Letusan Semilir

Dari Wikipedia bahasa Indonesia, ensiklopedia bebas

Letusan Semilir atau Erupsi Semilir adalah letusan vulkanik besar yang terjadi di wilayah Indonesia selama awal periode Miosen.[1] Letusan ini membentuk formasi Semilir dan formasi Gunung Nglanngran. Dua formasi geologi ini berada di beberapa pegunungan bagian selatan Jawa Timur, Jawa Tengah, hingga Daerah Istimewa Yogyakarta. Letusan yang terdiri dari dua lapisan formasi utama itu sebagian besar terdiri dari batuan piroklastik (aliran lava kecil). Letusan Semilir memiliki ketebalan yang besar (kira-kira 1,200 meter). Sebagai perbandingan, letusan Toba hanya membentuk endapan ignimbrit setinggi 600 meter. Letusan Semilir dengan metode penanggalan isotop terjadi sekitar 21 juta tahun yang lalu.[2]

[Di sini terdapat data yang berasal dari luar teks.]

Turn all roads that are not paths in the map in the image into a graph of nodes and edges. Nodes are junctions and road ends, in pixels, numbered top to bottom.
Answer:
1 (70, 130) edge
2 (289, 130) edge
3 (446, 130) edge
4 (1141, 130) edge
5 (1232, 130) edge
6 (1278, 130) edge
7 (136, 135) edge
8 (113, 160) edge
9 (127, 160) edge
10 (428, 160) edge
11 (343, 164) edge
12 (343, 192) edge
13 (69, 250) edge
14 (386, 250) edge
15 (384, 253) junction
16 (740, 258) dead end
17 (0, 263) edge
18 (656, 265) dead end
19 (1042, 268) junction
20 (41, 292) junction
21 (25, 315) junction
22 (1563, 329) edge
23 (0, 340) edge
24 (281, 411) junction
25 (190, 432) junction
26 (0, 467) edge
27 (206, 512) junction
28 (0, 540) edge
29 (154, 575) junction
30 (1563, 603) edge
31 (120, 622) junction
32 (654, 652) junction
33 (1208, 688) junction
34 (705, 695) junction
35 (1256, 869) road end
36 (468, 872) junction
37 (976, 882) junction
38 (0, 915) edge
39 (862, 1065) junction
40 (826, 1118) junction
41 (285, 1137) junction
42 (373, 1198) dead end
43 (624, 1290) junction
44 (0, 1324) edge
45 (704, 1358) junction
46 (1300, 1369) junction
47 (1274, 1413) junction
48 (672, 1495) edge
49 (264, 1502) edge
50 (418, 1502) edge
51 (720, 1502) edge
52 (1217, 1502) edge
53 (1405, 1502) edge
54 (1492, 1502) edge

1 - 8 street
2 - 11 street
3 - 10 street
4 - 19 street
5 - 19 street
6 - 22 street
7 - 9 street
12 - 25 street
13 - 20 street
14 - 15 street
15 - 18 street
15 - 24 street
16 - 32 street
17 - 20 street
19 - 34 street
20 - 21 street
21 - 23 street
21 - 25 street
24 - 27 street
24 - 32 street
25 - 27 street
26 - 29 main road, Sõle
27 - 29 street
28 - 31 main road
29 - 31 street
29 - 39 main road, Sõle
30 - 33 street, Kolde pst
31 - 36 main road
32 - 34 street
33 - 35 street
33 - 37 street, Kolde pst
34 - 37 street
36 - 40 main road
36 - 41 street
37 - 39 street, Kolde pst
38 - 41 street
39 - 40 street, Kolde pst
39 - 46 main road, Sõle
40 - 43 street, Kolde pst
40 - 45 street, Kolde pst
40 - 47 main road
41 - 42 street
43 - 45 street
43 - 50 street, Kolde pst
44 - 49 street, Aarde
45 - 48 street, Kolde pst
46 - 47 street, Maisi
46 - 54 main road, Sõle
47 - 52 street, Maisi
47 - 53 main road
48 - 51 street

Latar geologis[sunting | sunting sumber]

Pulau Jawa terletak di antara benua Asia dan Australia yang memiliki lempeng benua Indo-Australia bergerak menunjam di bawah Lempeng Eurasia. Telah ada subduksi di Palung Jawa sejak awal periode Senozoikum. Busur vulkanik Eosen hingga awal Miosen di Jawa bagian timur, Busur Pegunungan Selatan, sejajar dengan selatan busur modern. Endapan vulkanik yang tebal terkait dengan busur ini sampai sekarang tetap bertahan dengan baik di Jawa Timur dan pusat vulkanik yang teridentifikasi dipisahkan oleh formasi yang mirip dengan gunung berapi pada zaman sekarang. Penelitian lapangan terbaru dan studi stratigrafi di Jawa Timur telah mengidentifikasi pernah ada aktivitas vulkanik pada busur di Pegunungan Selatan. Batuan sedimen tertua adalah batu konglomerat dan batupasir yang tidak memiliki material vulkanik dan terendapkan secara tidak selaras pada ruang bawah tanah yang meliputi batuan ofiolit dan benua. Dalam batuan sedimen di lapisan atasnya, puing-puing vulkanik dan zirkon detrital mengindikasikan permulaan busur dan penunjaman di bawah Jawa, oleh periode tengah Eosen yang terjadi sekitar 42 juta tahun lalu (megaannum - Ma). Busur aktif sampai periode awal Miosen (18 Ma) dan aktivitas vulkanik paling besar selama periode Oligosen hingga awal Miosen. Aktivitas vulkanik umumnya bersifat eksplosif dan tipe letusan Plinian. Material letusan berkisar dari andesit hingga riolit dan membentuk aliran lava, kubah lava, breksi vulkanik, dan endapan piroklastik yang luas, termasuk endapan aliran, penurunan udara, dan lonjakan piroklastik. Aktivitas vulkanik di sepanjang busur Pegunungan Selatan memuncak pada awal Miosen dalam fase klimaks letusan yang tersimpan di tebing breksi, dekat Kota Yogyakarta.[3] Selama fase klimaks inilah letusan Semilir terjadi.[2]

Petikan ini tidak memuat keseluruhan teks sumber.